* _PROBLEM_
When the word "Roppongi" shows up in a line of the data below, copy that whole line.

* _PROVIDED MATERIAL_
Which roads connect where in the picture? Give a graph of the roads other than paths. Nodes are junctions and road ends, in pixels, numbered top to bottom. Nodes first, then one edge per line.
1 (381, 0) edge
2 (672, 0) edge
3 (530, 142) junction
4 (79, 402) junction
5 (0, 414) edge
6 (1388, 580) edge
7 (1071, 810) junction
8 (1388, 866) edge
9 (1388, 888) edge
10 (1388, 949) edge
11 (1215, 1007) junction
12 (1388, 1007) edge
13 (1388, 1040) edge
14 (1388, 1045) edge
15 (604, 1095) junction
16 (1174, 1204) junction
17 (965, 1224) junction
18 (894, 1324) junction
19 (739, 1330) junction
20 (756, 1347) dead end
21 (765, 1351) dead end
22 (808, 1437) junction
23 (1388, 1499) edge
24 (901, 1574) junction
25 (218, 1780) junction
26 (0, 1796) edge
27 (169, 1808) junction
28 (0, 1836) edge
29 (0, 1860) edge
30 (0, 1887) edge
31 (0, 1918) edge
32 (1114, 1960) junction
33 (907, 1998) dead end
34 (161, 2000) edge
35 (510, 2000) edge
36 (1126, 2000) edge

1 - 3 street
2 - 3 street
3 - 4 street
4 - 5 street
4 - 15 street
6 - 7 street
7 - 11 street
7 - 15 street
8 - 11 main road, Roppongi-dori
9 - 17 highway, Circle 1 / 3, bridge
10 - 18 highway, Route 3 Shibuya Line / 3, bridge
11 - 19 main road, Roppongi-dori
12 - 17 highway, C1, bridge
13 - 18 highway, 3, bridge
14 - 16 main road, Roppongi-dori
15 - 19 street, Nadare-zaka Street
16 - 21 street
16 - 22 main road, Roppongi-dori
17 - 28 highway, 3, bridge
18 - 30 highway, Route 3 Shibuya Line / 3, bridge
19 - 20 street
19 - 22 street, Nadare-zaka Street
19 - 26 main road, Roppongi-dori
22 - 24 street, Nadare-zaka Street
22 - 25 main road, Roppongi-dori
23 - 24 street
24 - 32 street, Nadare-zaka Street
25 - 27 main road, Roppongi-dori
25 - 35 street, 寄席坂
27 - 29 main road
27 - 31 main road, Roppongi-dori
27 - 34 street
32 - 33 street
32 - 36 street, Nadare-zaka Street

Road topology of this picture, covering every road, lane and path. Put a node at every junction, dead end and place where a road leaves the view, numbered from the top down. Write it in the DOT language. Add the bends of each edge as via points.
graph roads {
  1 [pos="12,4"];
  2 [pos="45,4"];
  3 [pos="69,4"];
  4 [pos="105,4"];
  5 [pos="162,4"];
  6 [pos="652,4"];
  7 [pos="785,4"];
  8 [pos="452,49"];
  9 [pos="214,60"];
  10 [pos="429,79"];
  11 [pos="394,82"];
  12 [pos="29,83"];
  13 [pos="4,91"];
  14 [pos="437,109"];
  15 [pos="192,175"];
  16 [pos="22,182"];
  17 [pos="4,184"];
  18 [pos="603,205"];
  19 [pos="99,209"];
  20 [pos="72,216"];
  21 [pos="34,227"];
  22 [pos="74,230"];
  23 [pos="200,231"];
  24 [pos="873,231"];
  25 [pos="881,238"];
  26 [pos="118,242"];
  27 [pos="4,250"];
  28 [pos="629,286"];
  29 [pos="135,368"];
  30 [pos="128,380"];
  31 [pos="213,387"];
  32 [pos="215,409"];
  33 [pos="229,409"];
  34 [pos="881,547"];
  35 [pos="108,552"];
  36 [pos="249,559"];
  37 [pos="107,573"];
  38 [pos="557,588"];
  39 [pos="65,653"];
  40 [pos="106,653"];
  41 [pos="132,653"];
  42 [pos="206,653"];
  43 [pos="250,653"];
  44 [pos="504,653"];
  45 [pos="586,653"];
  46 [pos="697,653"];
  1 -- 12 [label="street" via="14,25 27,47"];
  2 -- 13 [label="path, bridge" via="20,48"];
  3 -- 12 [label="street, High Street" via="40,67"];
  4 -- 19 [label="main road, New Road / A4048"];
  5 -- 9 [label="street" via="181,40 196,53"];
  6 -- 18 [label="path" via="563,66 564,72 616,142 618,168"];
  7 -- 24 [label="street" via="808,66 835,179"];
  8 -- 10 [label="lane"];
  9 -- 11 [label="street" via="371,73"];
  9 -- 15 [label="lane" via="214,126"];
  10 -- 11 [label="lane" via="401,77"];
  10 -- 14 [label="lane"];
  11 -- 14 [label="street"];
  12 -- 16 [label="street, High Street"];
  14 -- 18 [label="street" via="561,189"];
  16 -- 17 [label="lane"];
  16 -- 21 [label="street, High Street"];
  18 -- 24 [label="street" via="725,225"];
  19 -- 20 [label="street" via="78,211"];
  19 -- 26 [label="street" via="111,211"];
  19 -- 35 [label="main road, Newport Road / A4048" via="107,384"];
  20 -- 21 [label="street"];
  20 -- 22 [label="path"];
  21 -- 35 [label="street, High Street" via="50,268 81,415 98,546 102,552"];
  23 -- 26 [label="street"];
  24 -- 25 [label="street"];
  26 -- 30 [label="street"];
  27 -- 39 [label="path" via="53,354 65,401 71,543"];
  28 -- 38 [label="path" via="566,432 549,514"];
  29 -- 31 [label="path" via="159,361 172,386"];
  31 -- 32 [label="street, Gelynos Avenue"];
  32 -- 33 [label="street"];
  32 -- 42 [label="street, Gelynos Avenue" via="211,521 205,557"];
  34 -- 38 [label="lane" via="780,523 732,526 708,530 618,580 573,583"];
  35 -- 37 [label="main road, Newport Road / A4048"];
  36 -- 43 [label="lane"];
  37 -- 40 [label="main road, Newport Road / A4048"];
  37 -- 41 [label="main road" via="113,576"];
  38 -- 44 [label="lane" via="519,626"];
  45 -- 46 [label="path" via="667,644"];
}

* _ANSWER BOX_
8 - 11 main road, Roppongi-dori
11 - 19 main road, Roppongi-dori
14 - 16 main road, Roppongi-dori
16 - 22 main road, Roppongi-dori
19 - 26 main road, Roppongi-dori
22 - 25 main road, Roppongi-dori
25 - 27 main road, Roppongi-dori
27 - 31 main road, Roppongi-dori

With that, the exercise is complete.